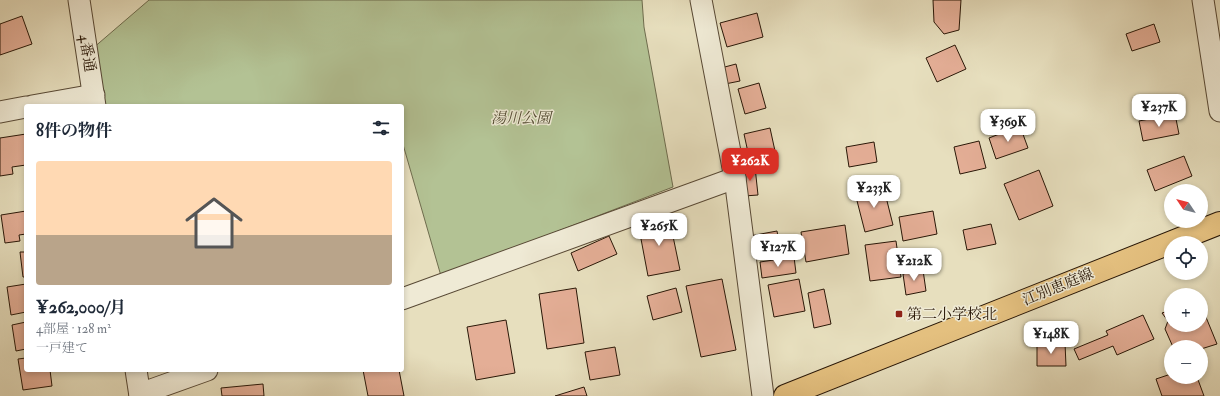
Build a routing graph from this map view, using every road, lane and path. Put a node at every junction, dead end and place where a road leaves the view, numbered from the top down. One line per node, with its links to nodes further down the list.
1 (79, 0): 4 (street, 4番通)
2 (701, 0): 9 (street)
3 (1203, 0): 7 (street)
4 (94, 101): 5 (street)
5 (57, 104)
6 (24, 107): 8 (street)
7 (1220, 111)
8 (0, 112)
9 (734, 178): 11 (street); 15 (street)
10 (1220, 223): 16 (main road, 江別恵庭線)
11 (404, 298)
12 (136, 372): 14 (street)
13 (202, 372): 14 (street)
14 (140, 395)
15 (763, 396)
16 (785, 396)

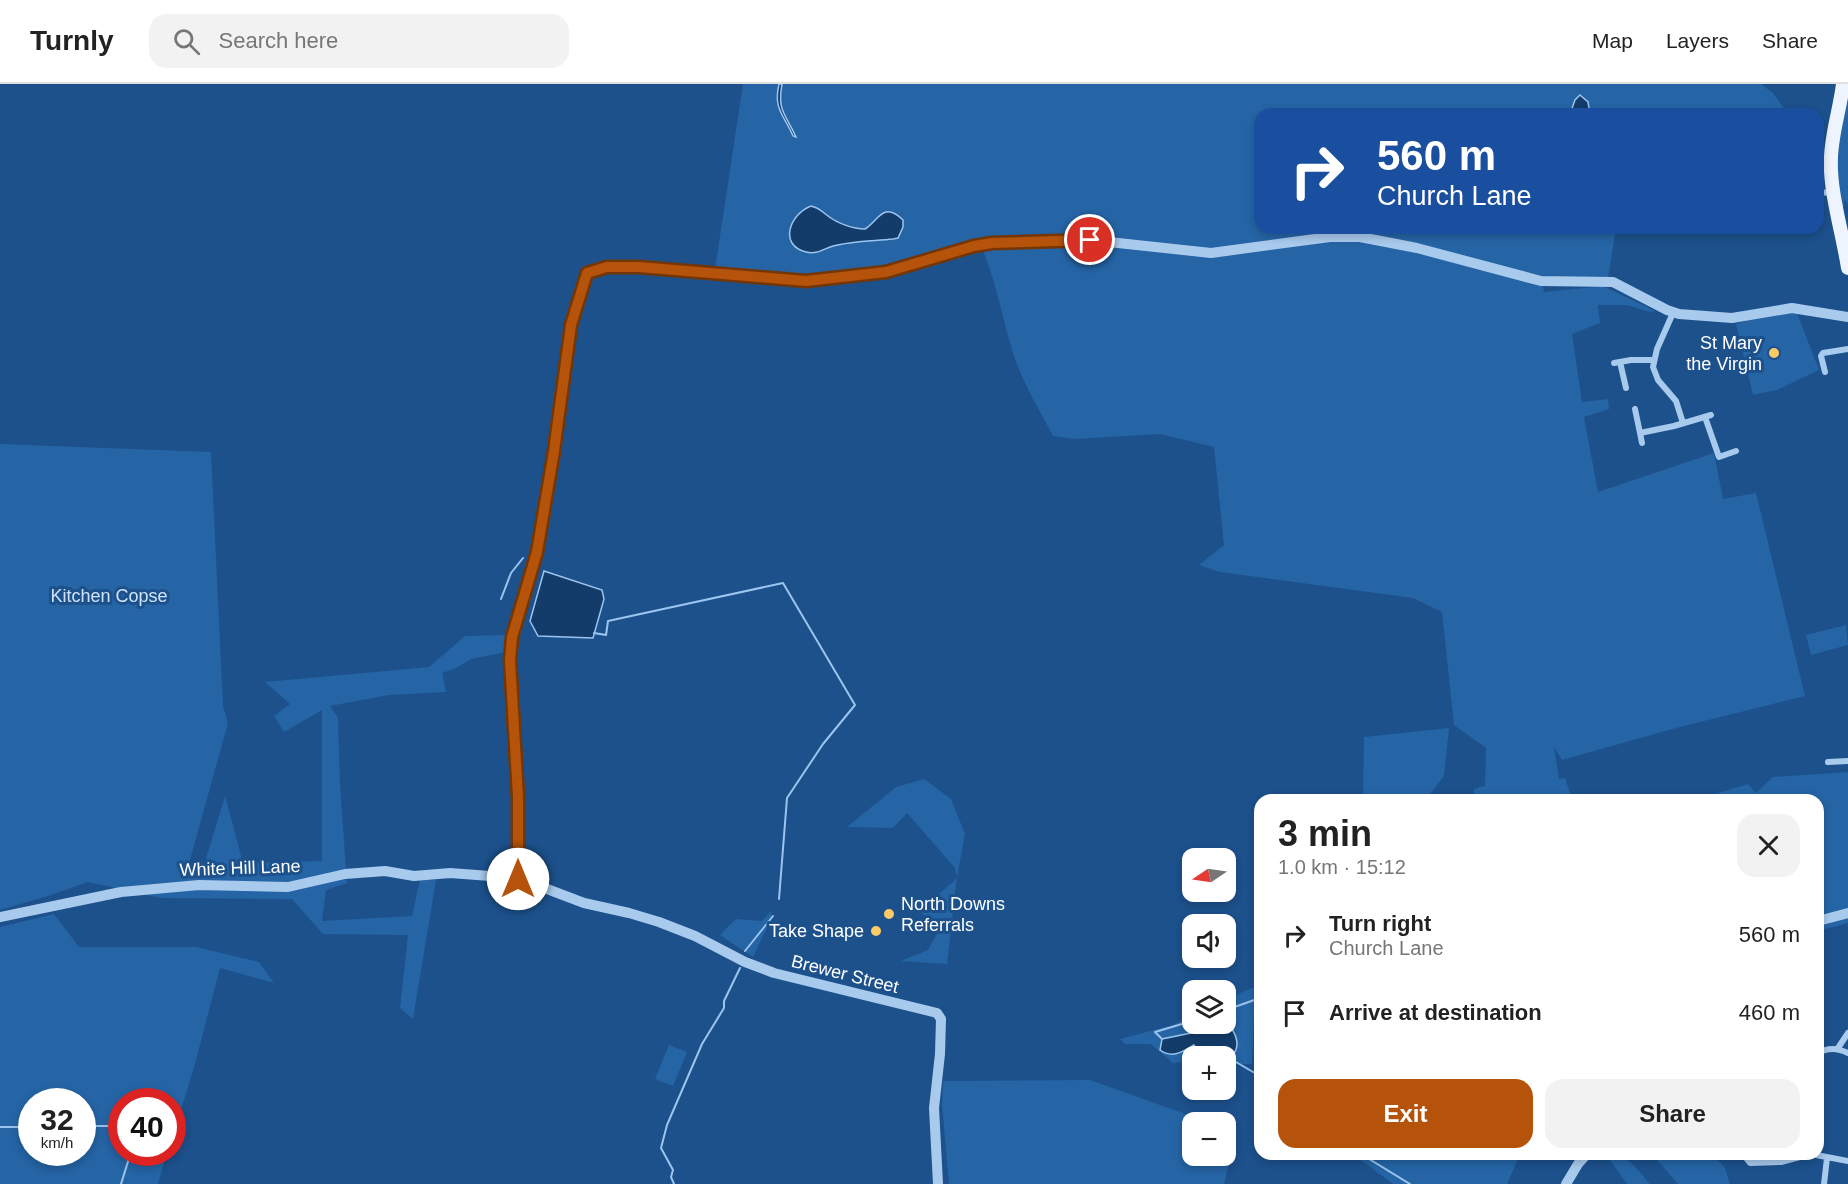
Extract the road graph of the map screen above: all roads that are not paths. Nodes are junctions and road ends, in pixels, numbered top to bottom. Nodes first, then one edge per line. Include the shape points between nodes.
1 (1844, 84) edge
2 (1824, 192) edge
3 (1835, 193) junction
4 (1848, 268) edge
5 (1673, 313) junction
6 (1848, 317) edge
7 (1848, 349) edge
8 (1654, 360) junction
9 (1825, 372) dead end
10 (1626, 388) dead end
11 (1635, 409) dead end
12 (1683, 423) junction
13 (1640, 433) junction
14 (1642, 443) dead end
15 (1736, 451) dead end
16 (1848, 761) edge
17 (1828, 762) dead end
18 (518, 879) junction
19 (1848, 913) edge
20 (0, 917) edge
21 (1824, 919) edge
22 (1848, 1033) edge
23 (1838, 1048) junction
24 (1824, 1050) edge
25 (1848, 1053) edge
26 (1824, 1157) edge
27 (1827, 1158) junction
28 (1583, 1160) edge
29 (1748, 1160) edge
30 (1789, 1160) edge
31 (1848, 1161) edge
32 (938, 1184) edge
33 (1566, 1184) edge
34 (1824, 1184) edge

1 - 3 main road via 1831,159
2 - 3 street
3 - 4 main road
5 - 6 street via 1732,318 1792,308
5 - 8 street
5 - 18 street via 1613,282 1541,281 1360,237 1330,237 1211,253 1090,240 992,243 886,272 806,281 639,267 607,267 587,273 571,325 537,552 512,637
7 - 9 street via 1823,353
8 - 10 street via 1617,363
8 - 12 street via 1655,374 1676,401
11 - 13 street
12 - 13 street
12 - 15 street via 1708,416 1719,457
13 - 14 street
16 - 17 street
18 - 20 street, White Hill Lane via 450,873 414,876 385,871 345,874 288,887 199,885 121,892
18 - 32 street, Brewer Street via 584,903 668,926 774,973 937,1013 941,1019 934,1108
19 - 21 street
22 - 23 street
23 - 24 street
23 - 25 street
26 - 27 street
27 - 31 street
27 - 34 street
28 - 33 street
29 - 30 street via 1750,1163

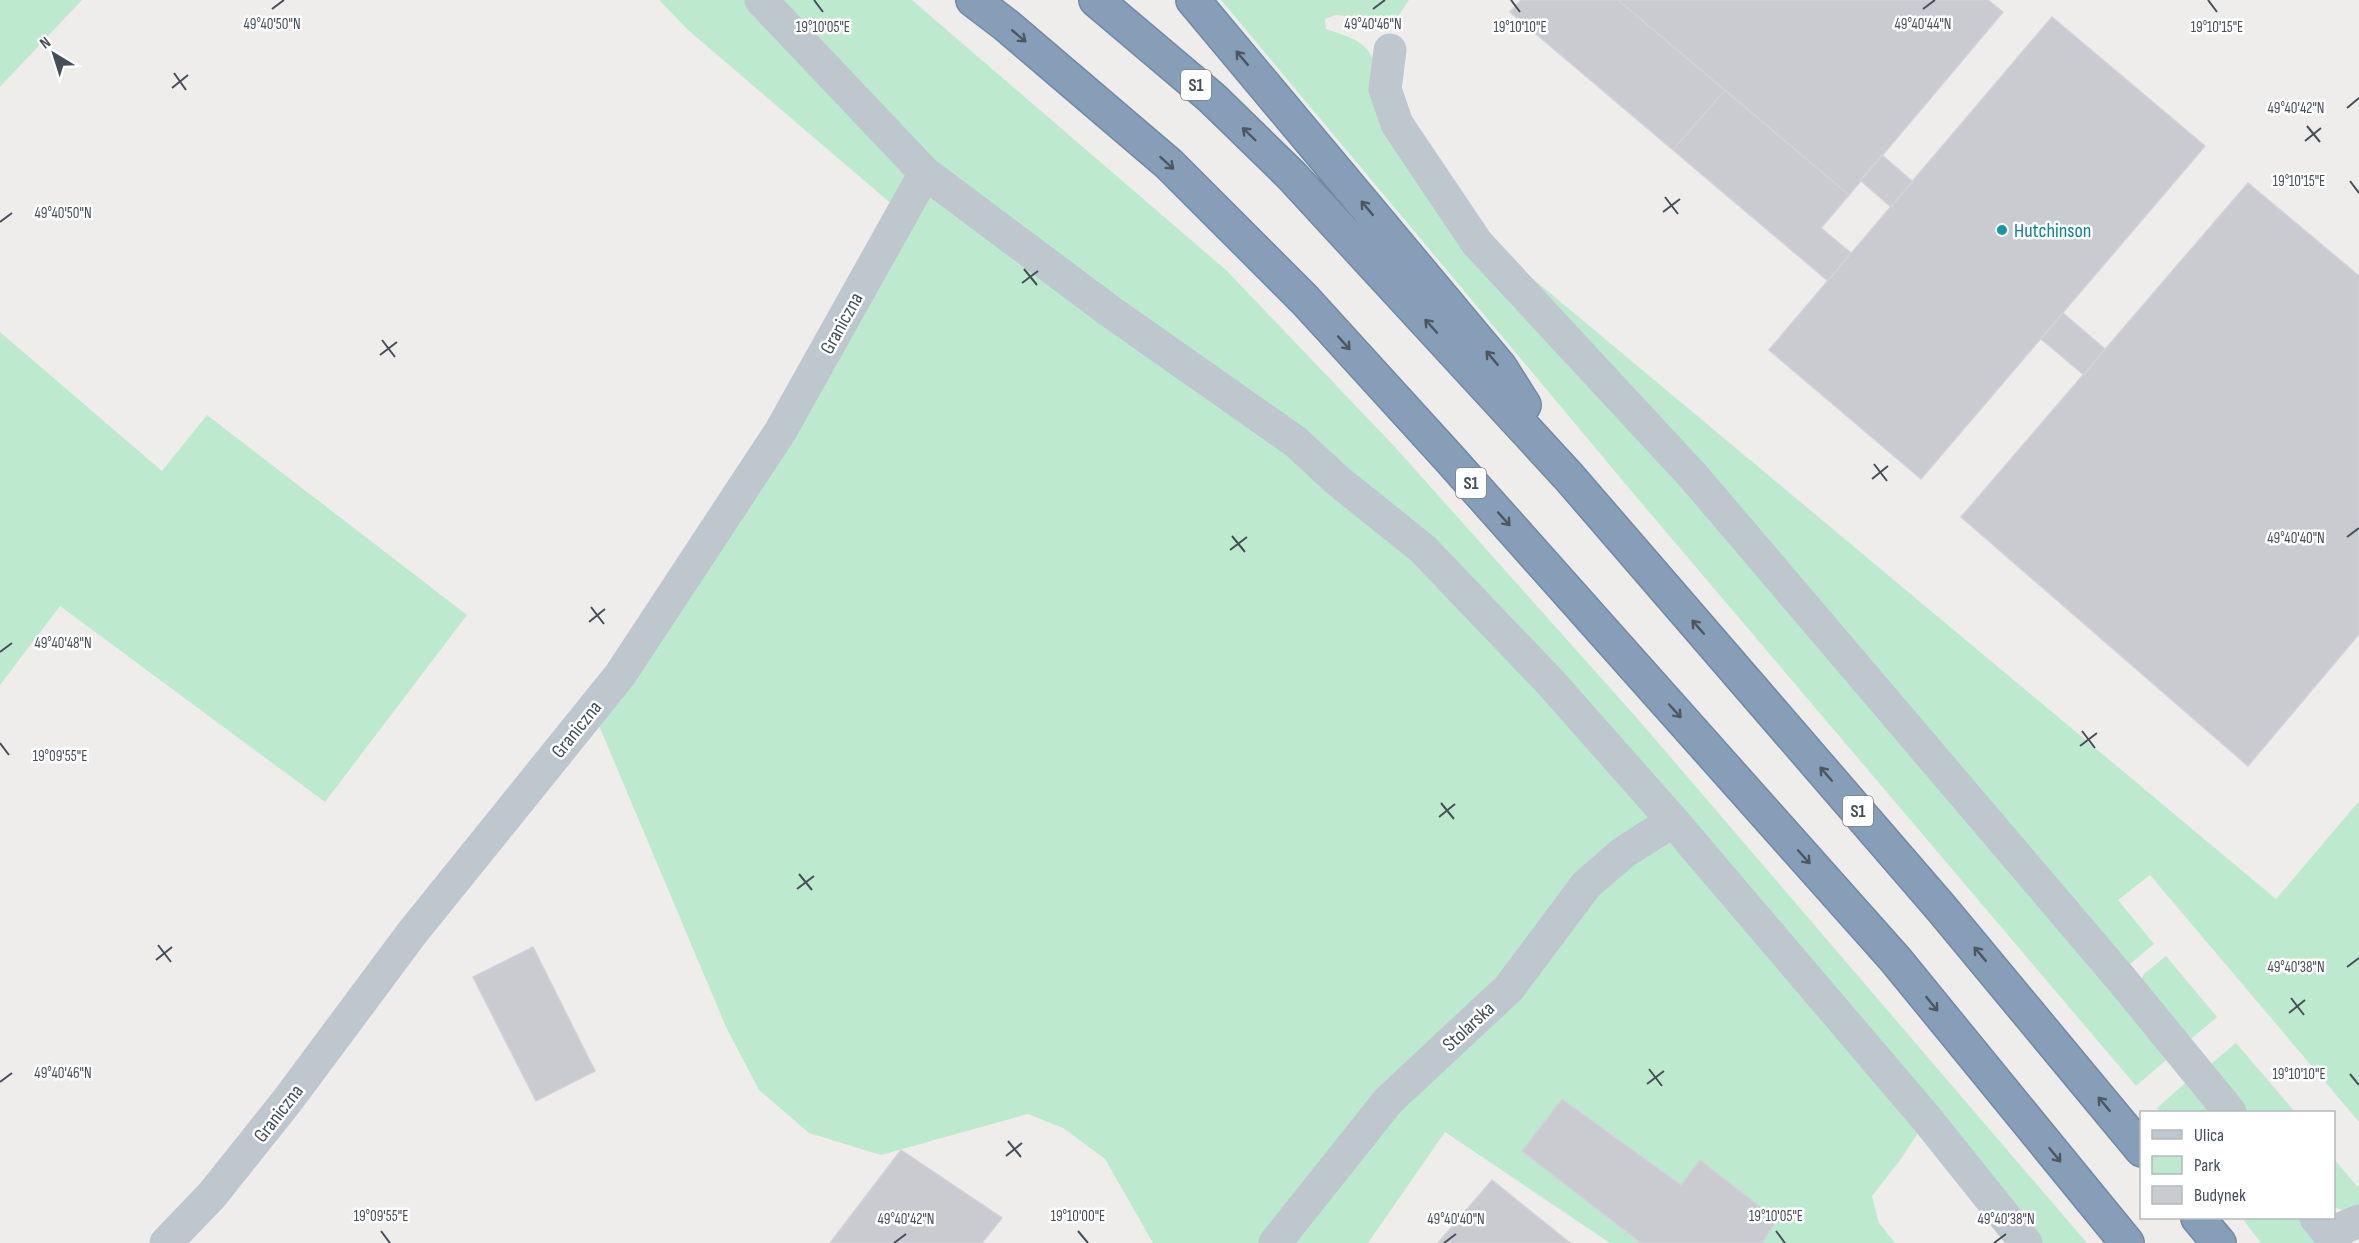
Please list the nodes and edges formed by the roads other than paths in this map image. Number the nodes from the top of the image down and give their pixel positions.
1 (761, 0) edge
2 (973, 0) edge
3 (1096, 0) edge
4 (1193, 0) edge
5 (1390, 50) dead end
6 (925, 173) junction
7 (1569, 477) junction
8 (1672, 821) junction
9 (2228, 1111) edge
10 (2140, 1147) edge
11 (2199, 1219) edge
12 (2359, 1221) edge
13 (2327, 1232) edge
14 (166, 1243) edge
15 (1275, 1243) edge
16 (2026, 1243) edge
17 (2127, 1243) edge
18 (2219, 1243) edge

1 - 6 street
2 -> 17 highway, S1
7 -> 3 highway, S1
7 -> 4 highway
5 - 9 street
6 - 8 street
6 - 14 street, Graniczna
10 -> 7 highway, S1
8 - 15 street, Stolarska
8 - 16 street
11 - 18 highway
12 - 13 street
* * * * * * *
▸ Your instructions
With the pictures removed, return all the entries exactly.

▸ Solution
Build a routing graph from this map view, using every road, lane and path. Put a node at every junction, dead end and place where a road leaves the view, numbered from the top down. One line per node, with its links to nodes further down the list.
1 (79, 0): 4 (street, 4番通)
2 (701, 0): 9 (street)
3 (1203, 0): 7 (street)
4 (94, 101): 5 (street)
5 (57, 104)
6 (24, 107): 8 (street)
7 (1220, 111)
8 (0, 112)
9 (734, 178): 11 (street); 15 (street)
10 (1220, 223): 16 (main road, 江別恵庭線)
11 (404, 298)
12 (136, 372): 14 (street)
13 (202, 372): 14 (street)
14 (140, 395)
15 (763, 396)
16 (785, 396)

Extract the road graph of the map screen above: all roads that are not paths. Nodes are junctions and road ends, in pixels, numbered top to bottom. Nodes first, then one edge per line. Include the shape points between nodes.
1 (1844, 84) edge
2 (1824, 192) edge
3 (1835, 193) junction
4 (1848, 268) edge
5 (1673, 313) junction
6 (1848, 317) edge
7 (1848, 349) edge
8 (1654, 360) junction
9 (1825, 372) dead end
10 (1626, 388) dead end
11 (1635, 409) dead end
12 (1683, 423) junction
13 (1640, 433) junction
14 (1642, 443) dead end
15 (1736, 451) dead end
16 (1848, 761) edge
17 (1828, 762) dead end
18 (518, 879) junction
19 (1848, 913) edge
20 (0, 917) edge
21 (1824, 919) edge
22 (1848, 1033) edge
23 (1838, 1048) junction
24 (1824, 1050) edge
25 (1848, 1053) edge
26 (1824, 1157) edge
27 (1827, 1158) junction
28 (1583, 1160) edge
29 (1748, 1160) edge
30 (1789, 1160) edge
31 (1848, 1161) edge
32 (938, 1184) edge
33 (1566, 1184) edge
34 (1824, 1184) edge

1 - 3 main road via 1831,159
2 - 3 street
3 - 4 main road
5 - 6 street via 1732,318 1792,308
5 - 8 street
5 - 18 street via 1613,282 1541,281 1360,237 1330,237 1211,253 1090,240 992,243 886,272 806,281 639,267 607,267 587,273 571,325 537,552 512,637
7 - 9 street via 1823,353
8 - 10 street via 1617,363
8 - 12 street via 1655,374 1676,401
11 - 13 street
12 - 13 street
12 - 15 street via 1708,416 1719,457
13 - 14 street
16 - 17 street
18 - 20 street, White Hill Lane via 450,873 414,876 385,871 345,874 288,887 199,885 121,892
18 - 32 street, Brewer Street via 584,903 668,926 774,973 937,1013 941,1019 934,1108
19 - 21 street
22 - 23 street
23 - 24 street
23 - 25 street
26 - 27 street
27 - 31 street
27 - 34 street
28 - 33 street
29 - 30 street via 1750,1163

Please list the nodes and edges formed by the roads other than paths in this map image. Number the nodes from the top of the image down and give their pixel positions.
1 (761, 0) edge
2 (973, 0) edge
3 (1096, 0) edge
4 (1193, 0) edge
5 (1390, 50) dead end
6 (925, 173) junction
7 (1569, 477) junction
8 (1672, 821) junction
9 (2228, 1111) edge
10 (2140, 1147) edge
11 (2199, 1219) edge
12 (2359, 1221) edge
13 (2327, 1232) edge
14 (166, 1243) edge
15 (1275, 1243) edge
16 (2026, 1243) edge
17 (2127, 1243) edge
18 (2219, 1243) edge

1 - 6 street
2 -> 17 highway, S1
7 -> 3 highway, S1
7 -> 4 highway
5 - 9 street
6 - 8 street
6 - 14 street, Graniczna
10 -> 7 highway, S1
8 - 15 street, Stolarska
8 - 16 street
11 - 18 highway
12 - 13 street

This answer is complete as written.